Let’s be fair here – nowhere have I seen anything indicating that anyone other than James McCartney is actually talking about this.
Ha!
Of course, Lennon looks exactly the same as he always does except no owlish glasses (are they not emo?).
I think it’s so people like Mitt Romney can feel comfortable having a manufactured band just for them. I mean, you can’t just grab a bunch of unknowns and give them a ride on your new car elevator, can you? These are all “nice boys.”
That’s hilarious!
Is there any song by a child of a Beatle that anyone will stand behind?
Actually, the emo Paul isn’t too far away from the look he had around the time of the White Album.
http://inlinethumb18.webshots.com/4881/2172575680010367626S600x600Q85.jpg
Julian managed a few decent songs.
We all know how Beatles 2.0 would go. Sean thinks it’s his band, and he gets withdrawn and disaffected when James starts trying to run the show in not so subtle ways. Dhani gets bitchy when he can never get more than one of his songs on an album. Zak quits because he’s tired of always having to be the supportive peace-maker. In fact, reports are that Zak has quit before they started. Smart move.
I don’t even have a tv but I would buy one to watch something like that show.
Yes. I like some of Sean Lennon’s stuff, like “Into the Sun”

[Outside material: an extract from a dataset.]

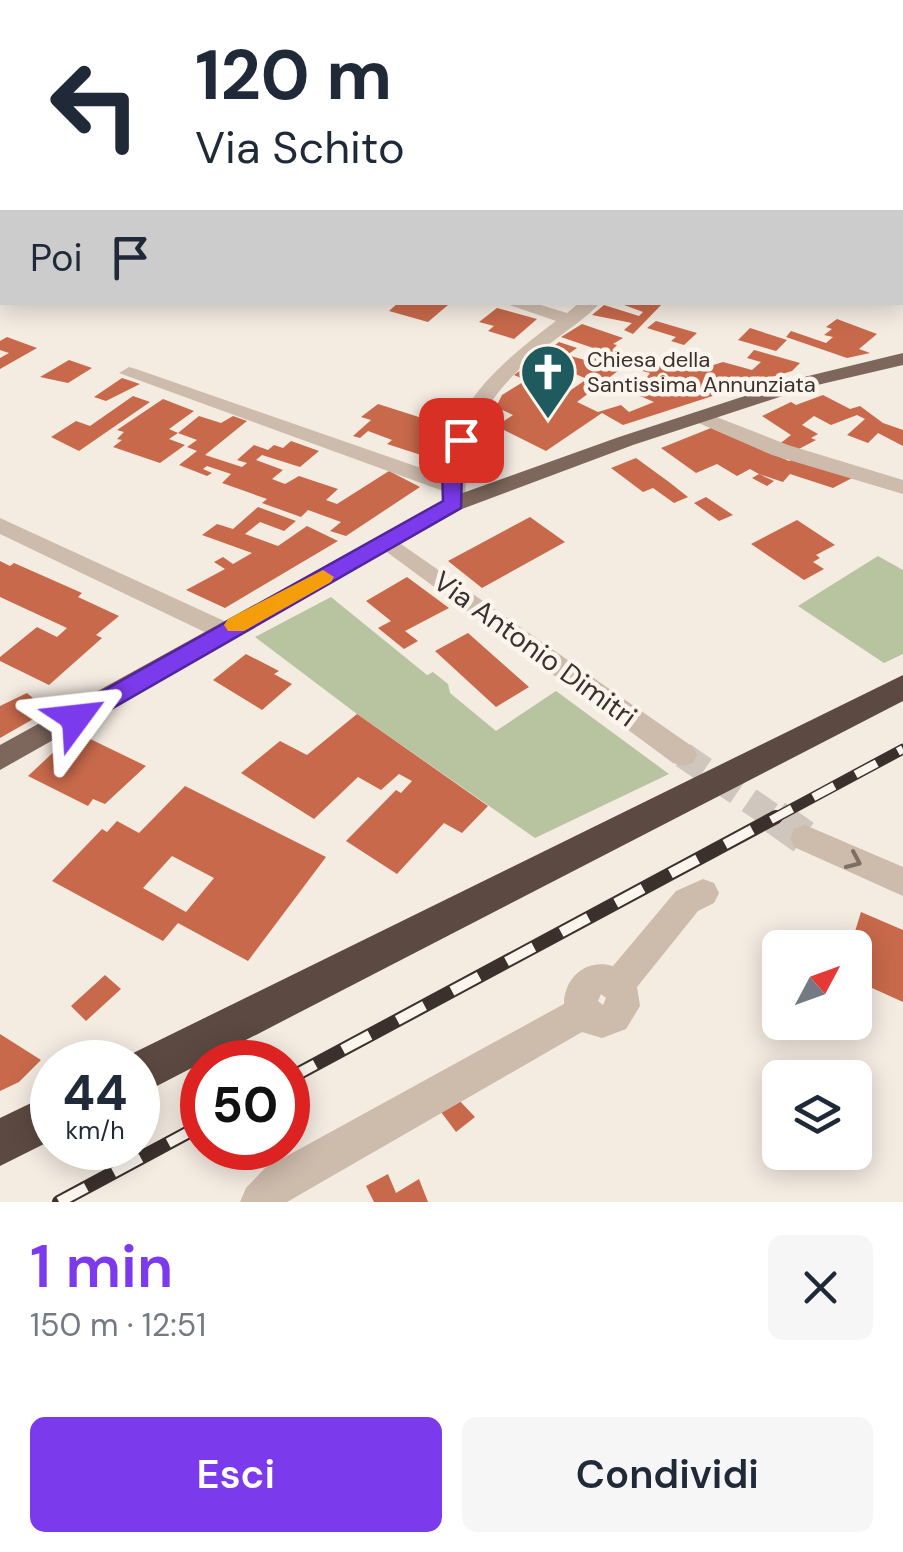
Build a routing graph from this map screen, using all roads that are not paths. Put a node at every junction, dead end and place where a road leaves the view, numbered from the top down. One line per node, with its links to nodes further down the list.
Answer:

See, I didn’t care for Into The Sun. I’ve been told that some of Julian’s stuff was good, but I haven’t heard it, except for his hit. This was the baseline for my statement about James possibly being the best of the lot.
I have more confidence in Billy Preston’s son, and I’m not even sure he exists.
Rock star family feud: Siblings vs children.
Thom Yorke’s brother’s band vs Sting’s sons band
Mike McGear vs Chris Stills
Livingston Taylor vs Inara George
Or something.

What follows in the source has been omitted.